:: Records for this task

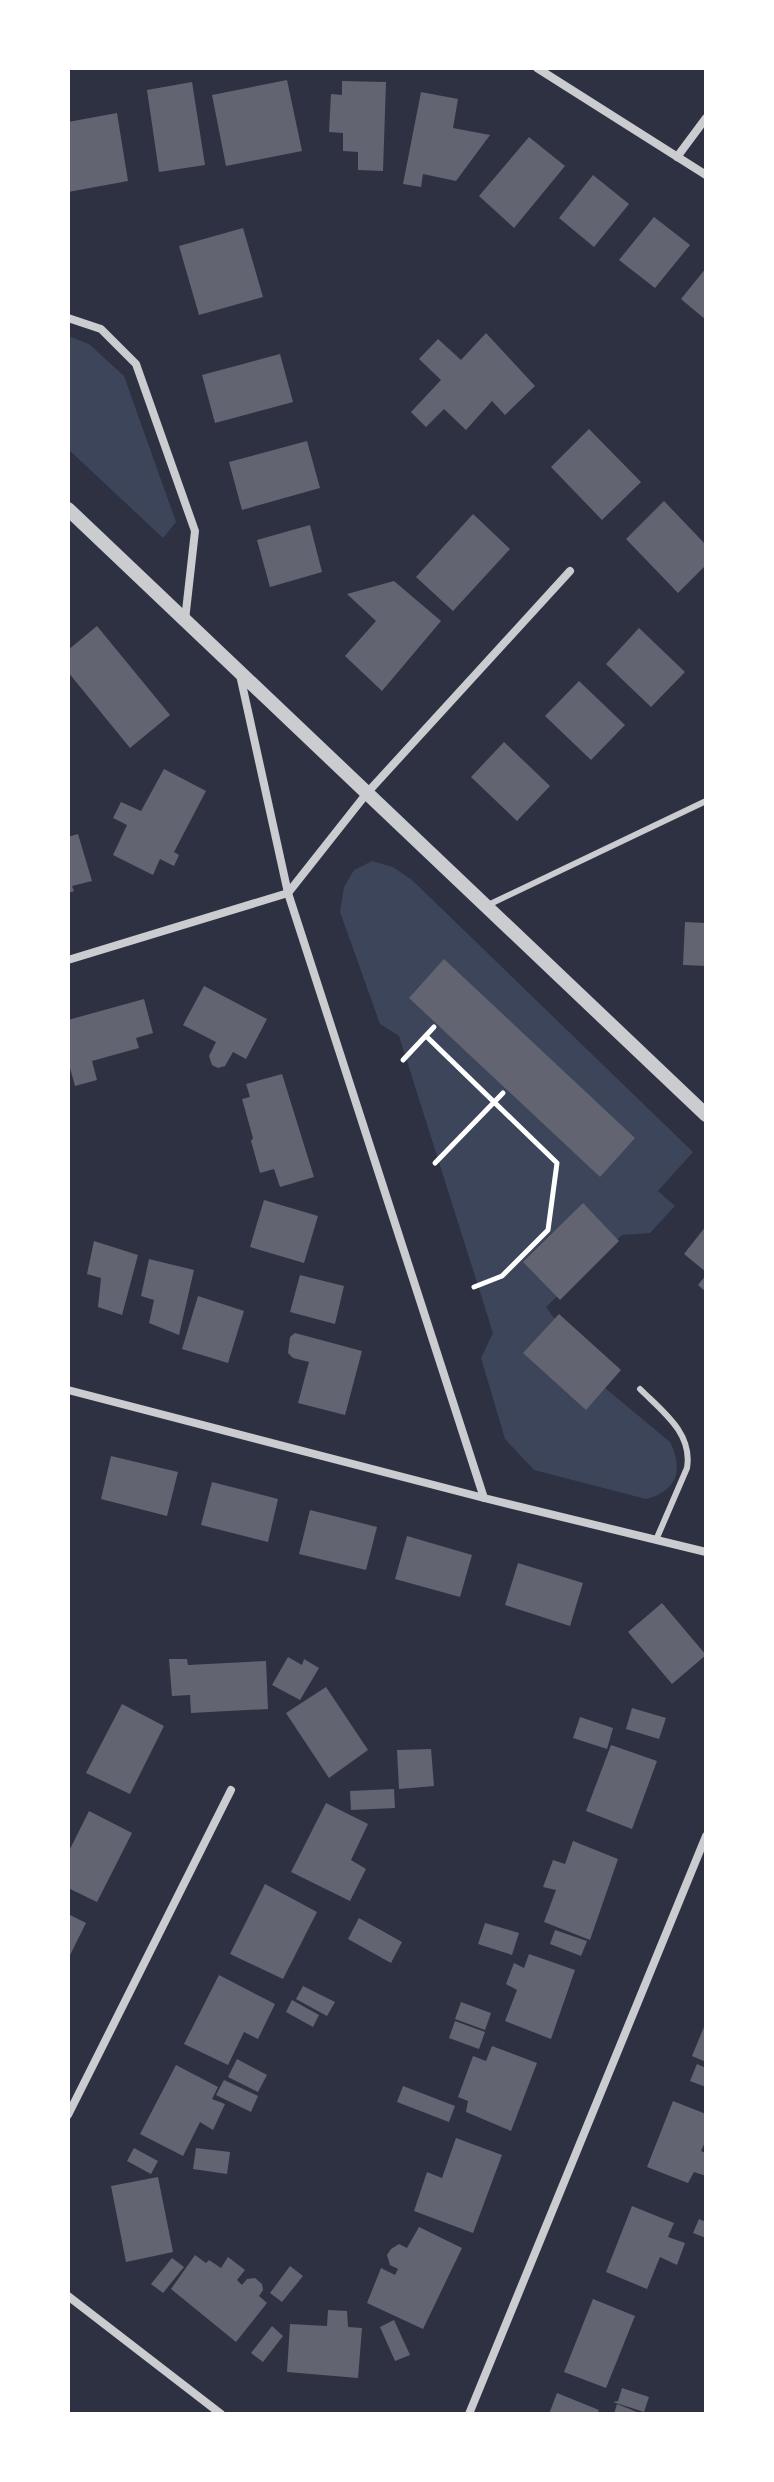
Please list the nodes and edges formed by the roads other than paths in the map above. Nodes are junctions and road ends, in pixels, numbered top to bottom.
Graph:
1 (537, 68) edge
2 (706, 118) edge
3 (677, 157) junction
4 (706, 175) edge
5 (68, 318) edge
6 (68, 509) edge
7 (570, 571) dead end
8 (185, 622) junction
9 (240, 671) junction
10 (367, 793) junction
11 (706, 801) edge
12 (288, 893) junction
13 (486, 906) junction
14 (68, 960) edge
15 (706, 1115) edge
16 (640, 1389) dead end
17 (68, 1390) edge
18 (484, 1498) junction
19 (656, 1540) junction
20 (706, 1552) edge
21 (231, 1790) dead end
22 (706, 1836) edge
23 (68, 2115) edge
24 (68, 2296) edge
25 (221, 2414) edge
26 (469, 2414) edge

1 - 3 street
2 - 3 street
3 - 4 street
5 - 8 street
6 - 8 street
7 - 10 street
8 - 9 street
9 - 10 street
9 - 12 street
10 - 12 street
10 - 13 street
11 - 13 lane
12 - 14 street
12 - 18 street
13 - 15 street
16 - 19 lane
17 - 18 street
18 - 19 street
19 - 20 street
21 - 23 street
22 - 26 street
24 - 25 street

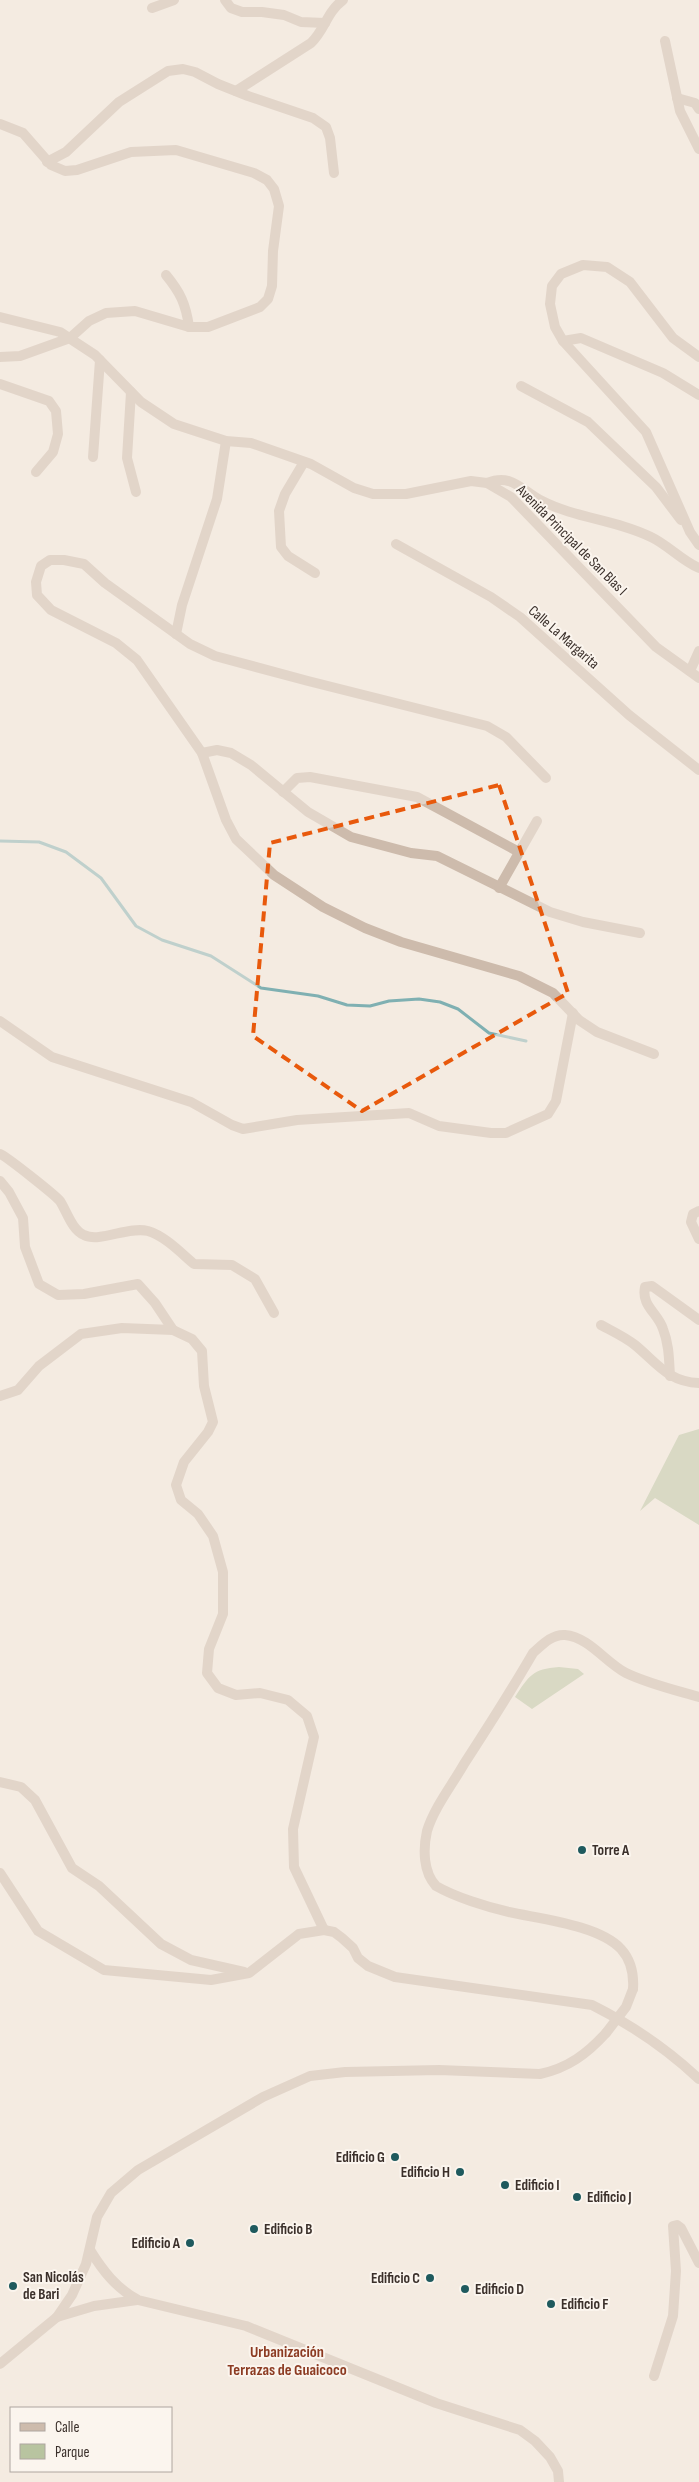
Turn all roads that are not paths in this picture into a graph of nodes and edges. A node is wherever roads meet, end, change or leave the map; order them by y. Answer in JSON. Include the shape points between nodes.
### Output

::::
:: Records for this task

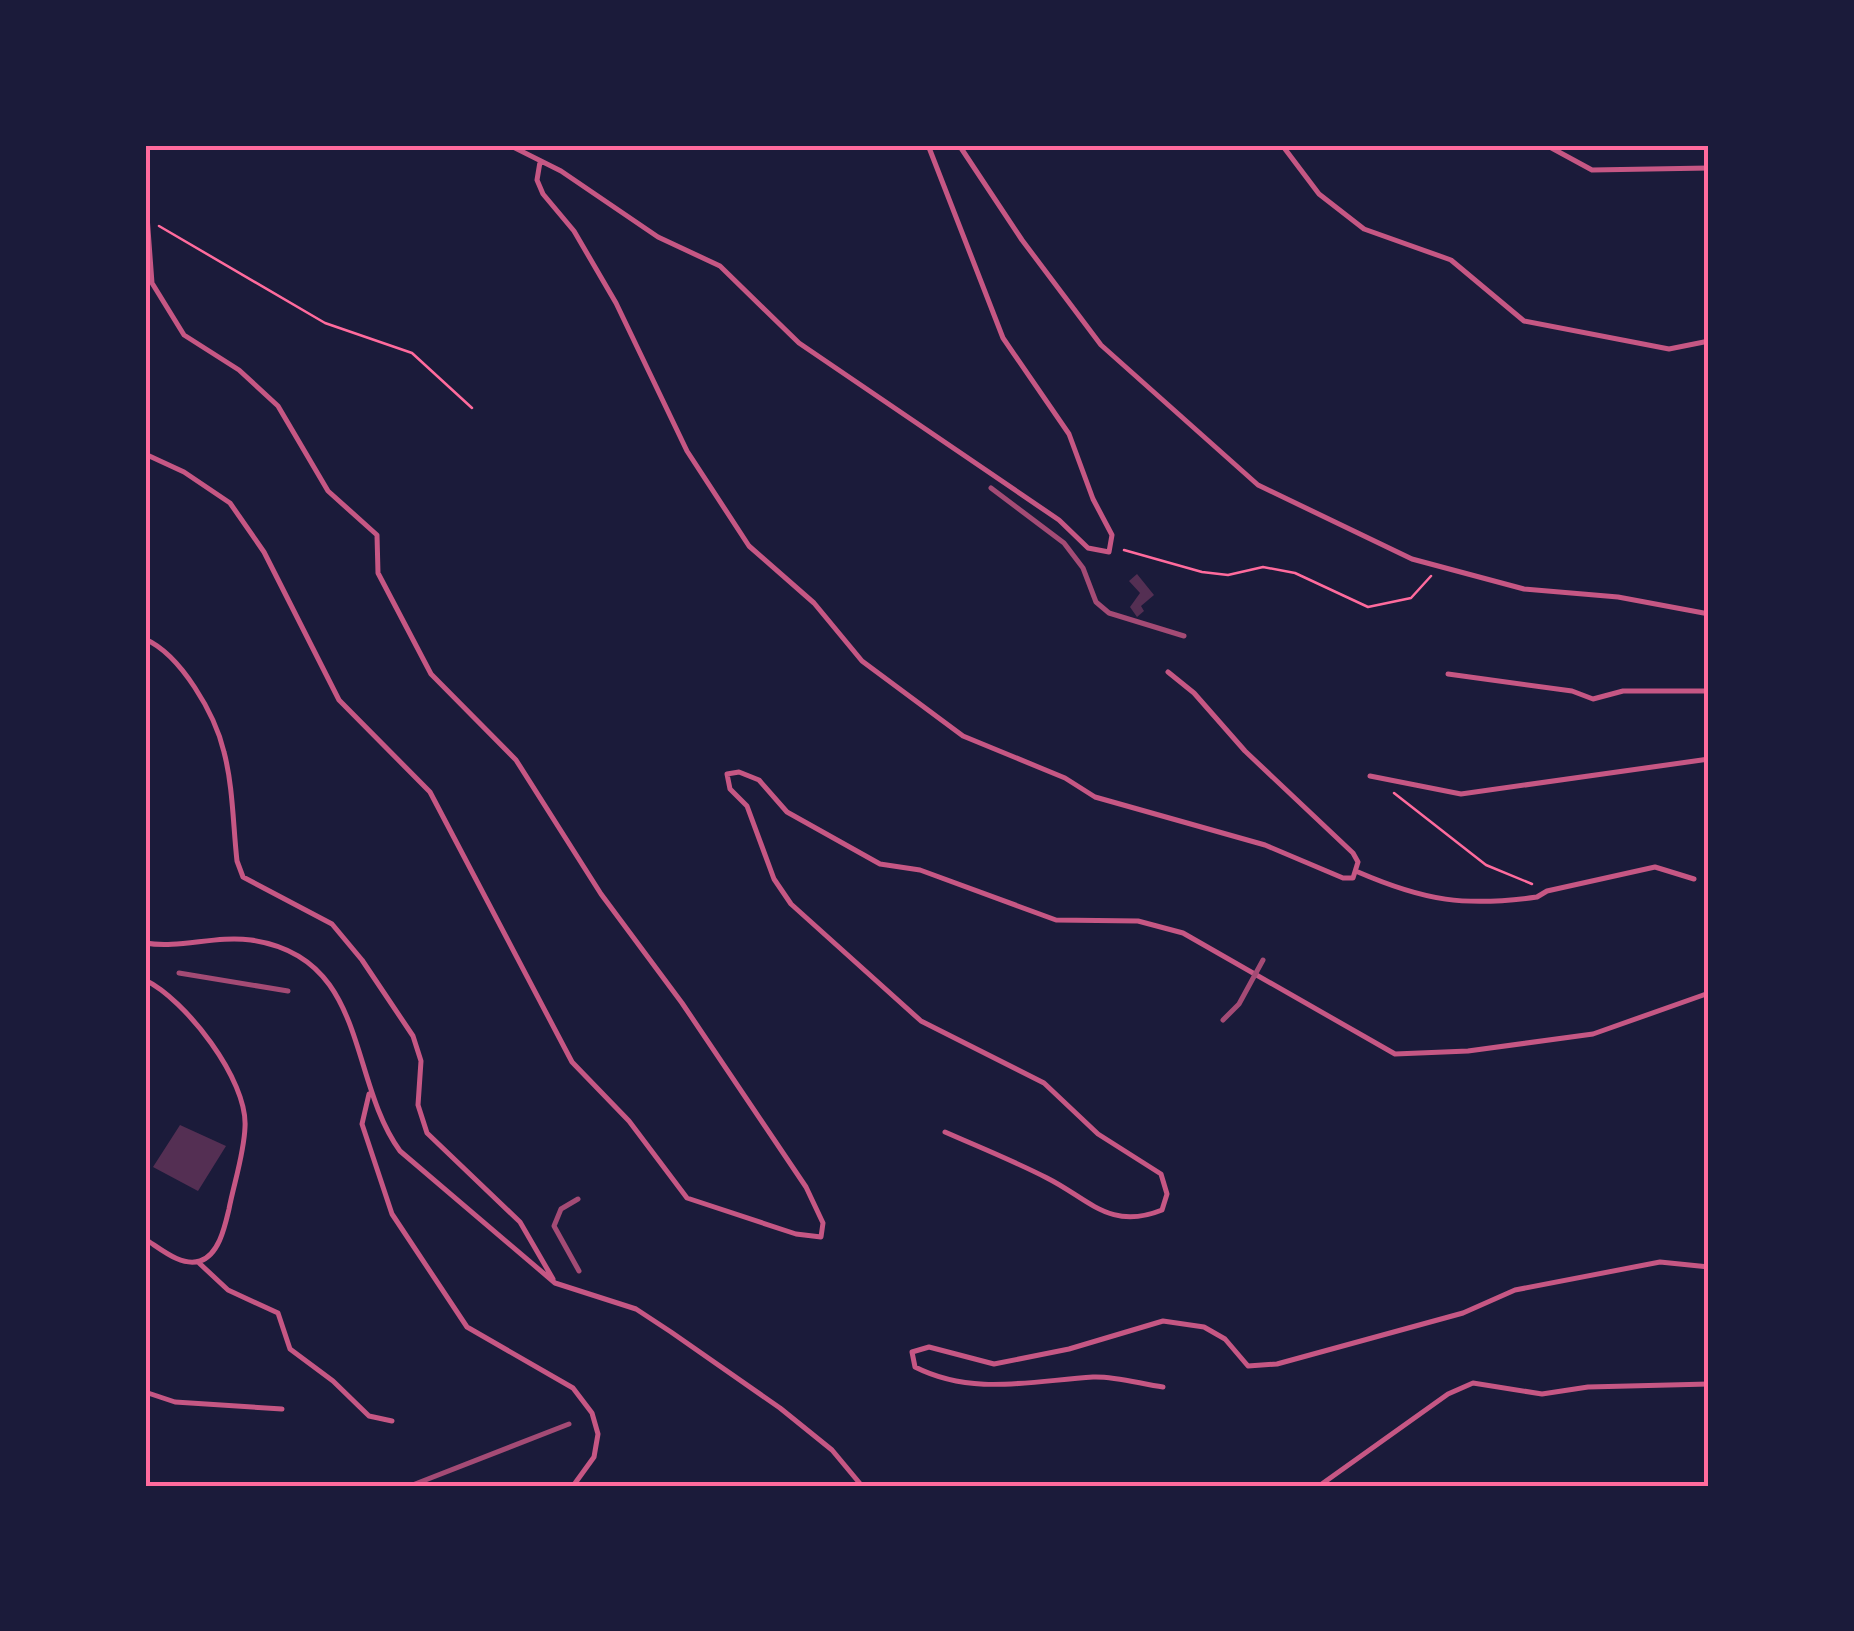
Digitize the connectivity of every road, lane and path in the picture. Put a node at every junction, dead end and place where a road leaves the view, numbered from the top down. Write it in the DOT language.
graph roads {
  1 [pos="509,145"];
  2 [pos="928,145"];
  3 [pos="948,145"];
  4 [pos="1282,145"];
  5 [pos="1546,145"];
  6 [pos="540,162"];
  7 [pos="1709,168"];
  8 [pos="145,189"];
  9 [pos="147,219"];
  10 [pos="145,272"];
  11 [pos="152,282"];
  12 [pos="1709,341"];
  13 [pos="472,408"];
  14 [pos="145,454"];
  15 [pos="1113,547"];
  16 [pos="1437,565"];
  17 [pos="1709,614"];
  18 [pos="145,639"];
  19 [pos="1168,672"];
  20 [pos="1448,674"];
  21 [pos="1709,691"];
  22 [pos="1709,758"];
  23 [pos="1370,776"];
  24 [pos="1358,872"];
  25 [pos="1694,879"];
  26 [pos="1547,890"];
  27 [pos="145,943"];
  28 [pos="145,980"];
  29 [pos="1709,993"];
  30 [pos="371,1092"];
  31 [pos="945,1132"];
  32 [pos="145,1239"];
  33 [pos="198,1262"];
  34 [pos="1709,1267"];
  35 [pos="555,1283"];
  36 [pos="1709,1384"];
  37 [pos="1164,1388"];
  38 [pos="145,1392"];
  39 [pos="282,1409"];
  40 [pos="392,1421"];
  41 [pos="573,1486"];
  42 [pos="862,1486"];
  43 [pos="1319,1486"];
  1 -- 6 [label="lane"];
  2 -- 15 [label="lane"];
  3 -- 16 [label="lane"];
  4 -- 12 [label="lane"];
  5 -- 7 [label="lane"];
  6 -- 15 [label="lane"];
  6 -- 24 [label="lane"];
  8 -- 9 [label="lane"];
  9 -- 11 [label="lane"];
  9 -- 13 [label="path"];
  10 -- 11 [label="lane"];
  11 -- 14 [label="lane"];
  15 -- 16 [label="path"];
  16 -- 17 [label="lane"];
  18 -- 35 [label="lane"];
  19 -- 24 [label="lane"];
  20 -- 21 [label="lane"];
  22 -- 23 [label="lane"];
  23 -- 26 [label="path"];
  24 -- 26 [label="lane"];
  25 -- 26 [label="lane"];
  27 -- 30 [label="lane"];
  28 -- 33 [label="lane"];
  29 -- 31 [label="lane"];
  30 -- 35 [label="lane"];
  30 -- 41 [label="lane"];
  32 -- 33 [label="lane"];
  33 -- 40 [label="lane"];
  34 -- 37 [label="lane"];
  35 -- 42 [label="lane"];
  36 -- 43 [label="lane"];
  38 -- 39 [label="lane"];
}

::::

→ **Your objective**
Only the lines that contain the string "nodes" are to be copied from the records.

→ **Exercise response**
Please list the nodes and edges formed by the roads other than paths in the map above. Nodes are junctions and road ends, in pixels, numbered top to bottom.
Turn all roads that are not paths in this picture into a graph of nodes and edges. A node is wherever roads meet, end, change or leave the map; order them by y. Answer in JSON. Include the shape points between nodes.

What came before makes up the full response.